▸ PROBLEM DETAILS: Wherever the word "Finlandia" appears in the entries, copy the whole line.

[Stored items]
>>
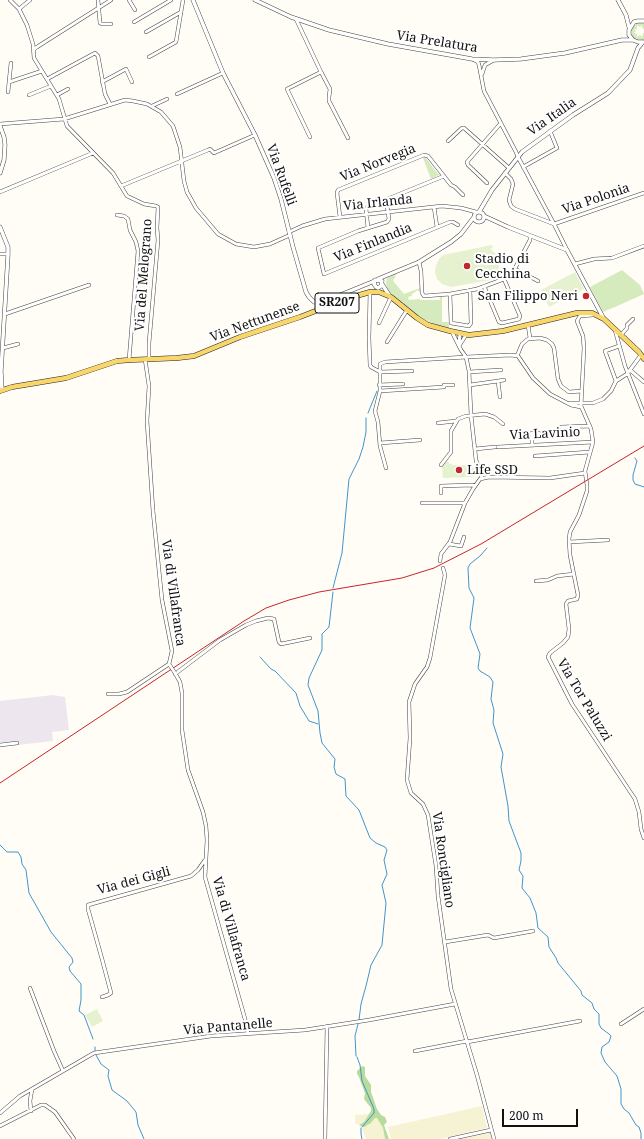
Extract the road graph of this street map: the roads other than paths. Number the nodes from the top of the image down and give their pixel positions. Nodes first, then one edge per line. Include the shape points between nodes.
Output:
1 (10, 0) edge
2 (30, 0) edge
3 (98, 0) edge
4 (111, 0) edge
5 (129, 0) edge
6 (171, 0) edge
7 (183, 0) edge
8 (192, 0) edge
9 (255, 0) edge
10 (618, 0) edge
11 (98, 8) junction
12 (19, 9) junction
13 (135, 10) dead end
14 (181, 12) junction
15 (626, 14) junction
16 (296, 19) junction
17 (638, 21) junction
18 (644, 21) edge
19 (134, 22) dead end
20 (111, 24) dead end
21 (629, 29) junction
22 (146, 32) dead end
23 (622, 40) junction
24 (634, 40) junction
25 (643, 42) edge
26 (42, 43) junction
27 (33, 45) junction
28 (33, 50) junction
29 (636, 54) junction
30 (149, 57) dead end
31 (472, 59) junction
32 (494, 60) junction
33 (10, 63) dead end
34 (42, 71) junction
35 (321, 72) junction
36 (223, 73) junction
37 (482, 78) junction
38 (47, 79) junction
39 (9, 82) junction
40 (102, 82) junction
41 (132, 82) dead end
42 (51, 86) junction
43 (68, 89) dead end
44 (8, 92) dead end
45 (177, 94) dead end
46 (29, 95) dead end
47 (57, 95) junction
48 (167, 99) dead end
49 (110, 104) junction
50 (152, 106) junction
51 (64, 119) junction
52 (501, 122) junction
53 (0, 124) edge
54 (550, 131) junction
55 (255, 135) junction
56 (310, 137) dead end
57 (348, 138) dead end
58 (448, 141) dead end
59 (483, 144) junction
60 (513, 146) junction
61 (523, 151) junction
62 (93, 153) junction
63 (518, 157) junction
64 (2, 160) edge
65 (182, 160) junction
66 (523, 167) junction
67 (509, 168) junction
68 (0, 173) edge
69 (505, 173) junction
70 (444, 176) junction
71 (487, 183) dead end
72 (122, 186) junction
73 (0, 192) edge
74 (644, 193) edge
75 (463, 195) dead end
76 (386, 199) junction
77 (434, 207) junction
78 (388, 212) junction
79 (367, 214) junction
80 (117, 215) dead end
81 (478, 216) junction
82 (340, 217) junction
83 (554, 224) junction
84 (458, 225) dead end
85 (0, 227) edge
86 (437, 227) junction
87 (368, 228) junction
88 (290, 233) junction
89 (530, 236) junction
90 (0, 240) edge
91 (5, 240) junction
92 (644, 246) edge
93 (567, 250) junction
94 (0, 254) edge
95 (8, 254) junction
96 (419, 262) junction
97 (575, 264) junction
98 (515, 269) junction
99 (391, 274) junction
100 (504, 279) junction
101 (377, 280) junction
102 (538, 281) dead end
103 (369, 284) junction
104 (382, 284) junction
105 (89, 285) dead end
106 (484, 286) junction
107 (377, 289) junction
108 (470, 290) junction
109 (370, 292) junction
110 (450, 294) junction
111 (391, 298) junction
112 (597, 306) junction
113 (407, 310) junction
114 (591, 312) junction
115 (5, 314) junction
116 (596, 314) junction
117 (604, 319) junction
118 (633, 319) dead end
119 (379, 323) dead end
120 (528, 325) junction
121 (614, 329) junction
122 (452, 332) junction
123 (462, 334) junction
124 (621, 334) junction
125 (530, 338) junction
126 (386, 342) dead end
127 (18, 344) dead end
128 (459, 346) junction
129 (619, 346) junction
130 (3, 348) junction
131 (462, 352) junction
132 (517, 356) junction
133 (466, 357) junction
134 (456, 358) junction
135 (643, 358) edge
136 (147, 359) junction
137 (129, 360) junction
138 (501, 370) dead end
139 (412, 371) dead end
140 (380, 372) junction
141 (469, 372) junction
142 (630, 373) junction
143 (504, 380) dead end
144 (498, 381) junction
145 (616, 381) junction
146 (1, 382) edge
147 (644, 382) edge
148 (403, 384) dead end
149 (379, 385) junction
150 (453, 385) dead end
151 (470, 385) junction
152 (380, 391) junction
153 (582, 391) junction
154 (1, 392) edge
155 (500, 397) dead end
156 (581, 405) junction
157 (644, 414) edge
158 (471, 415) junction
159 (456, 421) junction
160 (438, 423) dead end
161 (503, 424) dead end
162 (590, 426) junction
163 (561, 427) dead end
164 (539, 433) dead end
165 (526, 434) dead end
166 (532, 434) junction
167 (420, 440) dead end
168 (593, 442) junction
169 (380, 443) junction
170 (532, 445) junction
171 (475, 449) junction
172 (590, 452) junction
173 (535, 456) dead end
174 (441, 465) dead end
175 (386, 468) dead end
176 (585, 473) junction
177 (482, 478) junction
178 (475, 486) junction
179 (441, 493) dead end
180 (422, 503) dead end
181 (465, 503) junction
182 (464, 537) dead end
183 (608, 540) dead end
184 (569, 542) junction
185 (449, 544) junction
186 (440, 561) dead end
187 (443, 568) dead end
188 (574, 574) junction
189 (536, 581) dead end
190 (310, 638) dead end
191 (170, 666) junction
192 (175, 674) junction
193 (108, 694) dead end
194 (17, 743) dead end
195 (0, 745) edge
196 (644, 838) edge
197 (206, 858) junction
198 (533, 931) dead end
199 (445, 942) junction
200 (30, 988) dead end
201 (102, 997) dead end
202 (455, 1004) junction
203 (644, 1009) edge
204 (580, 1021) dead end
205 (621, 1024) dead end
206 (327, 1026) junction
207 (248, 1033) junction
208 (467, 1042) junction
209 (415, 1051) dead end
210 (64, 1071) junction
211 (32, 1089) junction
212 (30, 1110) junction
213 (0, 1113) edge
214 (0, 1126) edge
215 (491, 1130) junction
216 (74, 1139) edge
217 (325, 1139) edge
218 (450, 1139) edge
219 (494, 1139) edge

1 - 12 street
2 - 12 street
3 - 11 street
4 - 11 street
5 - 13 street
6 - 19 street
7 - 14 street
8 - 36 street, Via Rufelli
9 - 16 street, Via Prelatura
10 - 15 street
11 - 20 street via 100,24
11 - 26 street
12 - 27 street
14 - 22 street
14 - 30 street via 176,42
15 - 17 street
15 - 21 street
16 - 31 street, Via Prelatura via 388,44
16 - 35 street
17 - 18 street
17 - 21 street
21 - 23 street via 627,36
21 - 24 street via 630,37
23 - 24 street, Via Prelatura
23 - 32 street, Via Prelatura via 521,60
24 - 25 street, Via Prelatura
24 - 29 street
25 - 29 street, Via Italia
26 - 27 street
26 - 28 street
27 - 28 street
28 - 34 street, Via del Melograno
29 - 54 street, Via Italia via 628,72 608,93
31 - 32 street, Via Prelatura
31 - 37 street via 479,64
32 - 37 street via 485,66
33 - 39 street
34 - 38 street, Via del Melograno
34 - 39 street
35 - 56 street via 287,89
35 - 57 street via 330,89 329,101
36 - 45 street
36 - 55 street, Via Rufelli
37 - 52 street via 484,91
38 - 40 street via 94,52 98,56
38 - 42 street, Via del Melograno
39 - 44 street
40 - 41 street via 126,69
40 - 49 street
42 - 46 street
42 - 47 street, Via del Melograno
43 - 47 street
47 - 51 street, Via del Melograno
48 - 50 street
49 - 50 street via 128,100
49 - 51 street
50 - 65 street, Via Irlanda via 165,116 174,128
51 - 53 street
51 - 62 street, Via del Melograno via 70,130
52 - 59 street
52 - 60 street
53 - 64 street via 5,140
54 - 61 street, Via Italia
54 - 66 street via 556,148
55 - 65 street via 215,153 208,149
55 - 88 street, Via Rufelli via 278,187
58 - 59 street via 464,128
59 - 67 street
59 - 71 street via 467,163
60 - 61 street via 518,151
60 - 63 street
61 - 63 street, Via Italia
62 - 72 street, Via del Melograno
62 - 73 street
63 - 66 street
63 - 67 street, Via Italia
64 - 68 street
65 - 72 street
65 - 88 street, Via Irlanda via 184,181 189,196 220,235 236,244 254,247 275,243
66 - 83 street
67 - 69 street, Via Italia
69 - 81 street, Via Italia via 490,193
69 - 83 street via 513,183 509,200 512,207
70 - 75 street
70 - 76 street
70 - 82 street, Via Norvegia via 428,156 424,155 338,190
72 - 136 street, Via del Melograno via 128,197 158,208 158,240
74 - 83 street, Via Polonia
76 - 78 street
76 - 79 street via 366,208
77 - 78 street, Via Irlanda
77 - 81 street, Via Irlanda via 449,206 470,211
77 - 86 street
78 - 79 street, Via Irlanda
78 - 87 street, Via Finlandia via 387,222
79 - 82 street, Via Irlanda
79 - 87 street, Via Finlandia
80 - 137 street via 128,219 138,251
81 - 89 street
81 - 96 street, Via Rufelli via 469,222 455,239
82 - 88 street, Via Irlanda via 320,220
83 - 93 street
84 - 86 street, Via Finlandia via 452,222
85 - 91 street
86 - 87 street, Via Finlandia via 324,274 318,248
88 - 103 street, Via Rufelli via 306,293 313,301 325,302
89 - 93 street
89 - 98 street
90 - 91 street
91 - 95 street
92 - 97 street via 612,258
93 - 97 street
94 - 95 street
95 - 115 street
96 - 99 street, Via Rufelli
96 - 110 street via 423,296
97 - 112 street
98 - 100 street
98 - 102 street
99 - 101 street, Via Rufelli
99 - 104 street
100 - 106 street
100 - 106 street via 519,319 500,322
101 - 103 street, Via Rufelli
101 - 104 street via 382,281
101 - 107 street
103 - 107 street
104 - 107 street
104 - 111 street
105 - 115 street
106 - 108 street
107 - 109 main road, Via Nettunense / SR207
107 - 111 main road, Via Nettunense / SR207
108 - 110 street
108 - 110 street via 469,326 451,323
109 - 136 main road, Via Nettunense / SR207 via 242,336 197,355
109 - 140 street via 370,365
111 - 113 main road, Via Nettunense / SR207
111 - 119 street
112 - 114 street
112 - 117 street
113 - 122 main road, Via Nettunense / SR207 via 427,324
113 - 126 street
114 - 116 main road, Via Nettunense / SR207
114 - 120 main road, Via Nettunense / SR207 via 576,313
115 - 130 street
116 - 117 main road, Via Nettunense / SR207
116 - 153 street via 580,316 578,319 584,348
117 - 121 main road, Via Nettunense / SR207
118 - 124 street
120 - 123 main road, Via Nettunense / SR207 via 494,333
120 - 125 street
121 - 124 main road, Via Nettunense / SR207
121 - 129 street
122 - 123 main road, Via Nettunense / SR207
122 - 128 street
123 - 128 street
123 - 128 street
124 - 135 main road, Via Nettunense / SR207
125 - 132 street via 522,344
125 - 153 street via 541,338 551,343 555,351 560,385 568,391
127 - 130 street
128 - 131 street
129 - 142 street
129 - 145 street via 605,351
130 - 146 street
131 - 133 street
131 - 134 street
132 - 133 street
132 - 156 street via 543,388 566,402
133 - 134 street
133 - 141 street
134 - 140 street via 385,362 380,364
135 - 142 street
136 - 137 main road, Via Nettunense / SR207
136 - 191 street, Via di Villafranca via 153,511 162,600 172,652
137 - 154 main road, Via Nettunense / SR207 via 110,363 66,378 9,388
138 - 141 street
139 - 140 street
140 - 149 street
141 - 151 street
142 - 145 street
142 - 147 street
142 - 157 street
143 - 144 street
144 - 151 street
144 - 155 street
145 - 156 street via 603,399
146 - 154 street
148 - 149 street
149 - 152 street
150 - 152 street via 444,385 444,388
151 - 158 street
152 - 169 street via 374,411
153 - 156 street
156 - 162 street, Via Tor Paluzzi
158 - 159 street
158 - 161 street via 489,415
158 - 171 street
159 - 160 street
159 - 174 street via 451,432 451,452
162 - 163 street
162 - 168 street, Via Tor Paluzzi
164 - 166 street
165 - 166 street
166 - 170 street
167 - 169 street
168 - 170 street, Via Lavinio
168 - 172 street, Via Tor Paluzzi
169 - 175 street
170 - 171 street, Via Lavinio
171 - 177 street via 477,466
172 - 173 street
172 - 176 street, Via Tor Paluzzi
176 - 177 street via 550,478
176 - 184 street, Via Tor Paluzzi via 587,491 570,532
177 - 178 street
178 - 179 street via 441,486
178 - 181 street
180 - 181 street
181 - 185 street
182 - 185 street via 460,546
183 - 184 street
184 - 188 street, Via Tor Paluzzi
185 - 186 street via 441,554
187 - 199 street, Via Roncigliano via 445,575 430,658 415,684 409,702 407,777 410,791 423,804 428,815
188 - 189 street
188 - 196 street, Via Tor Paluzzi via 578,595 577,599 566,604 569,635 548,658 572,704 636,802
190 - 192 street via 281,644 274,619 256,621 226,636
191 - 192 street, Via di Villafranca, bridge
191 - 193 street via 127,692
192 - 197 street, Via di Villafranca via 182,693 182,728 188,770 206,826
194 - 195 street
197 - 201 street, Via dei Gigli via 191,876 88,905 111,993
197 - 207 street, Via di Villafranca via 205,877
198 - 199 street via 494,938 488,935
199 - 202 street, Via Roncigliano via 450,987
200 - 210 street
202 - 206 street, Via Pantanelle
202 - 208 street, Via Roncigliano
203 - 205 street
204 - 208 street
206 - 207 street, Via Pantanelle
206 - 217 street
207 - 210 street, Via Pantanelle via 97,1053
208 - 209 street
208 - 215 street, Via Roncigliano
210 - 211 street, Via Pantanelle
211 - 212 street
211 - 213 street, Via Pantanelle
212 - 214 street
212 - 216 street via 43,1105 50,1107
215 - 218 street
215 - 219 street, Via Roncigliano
<<
▸ TASK OUTPUT:
78 - 87 street, Via Finlandia via 387,222
79 - 87 street, Via Finlandia
84 - 86 street, Via Finlandia via 452,222
86 - 87 street, Via Finlandia via 324,274 318,248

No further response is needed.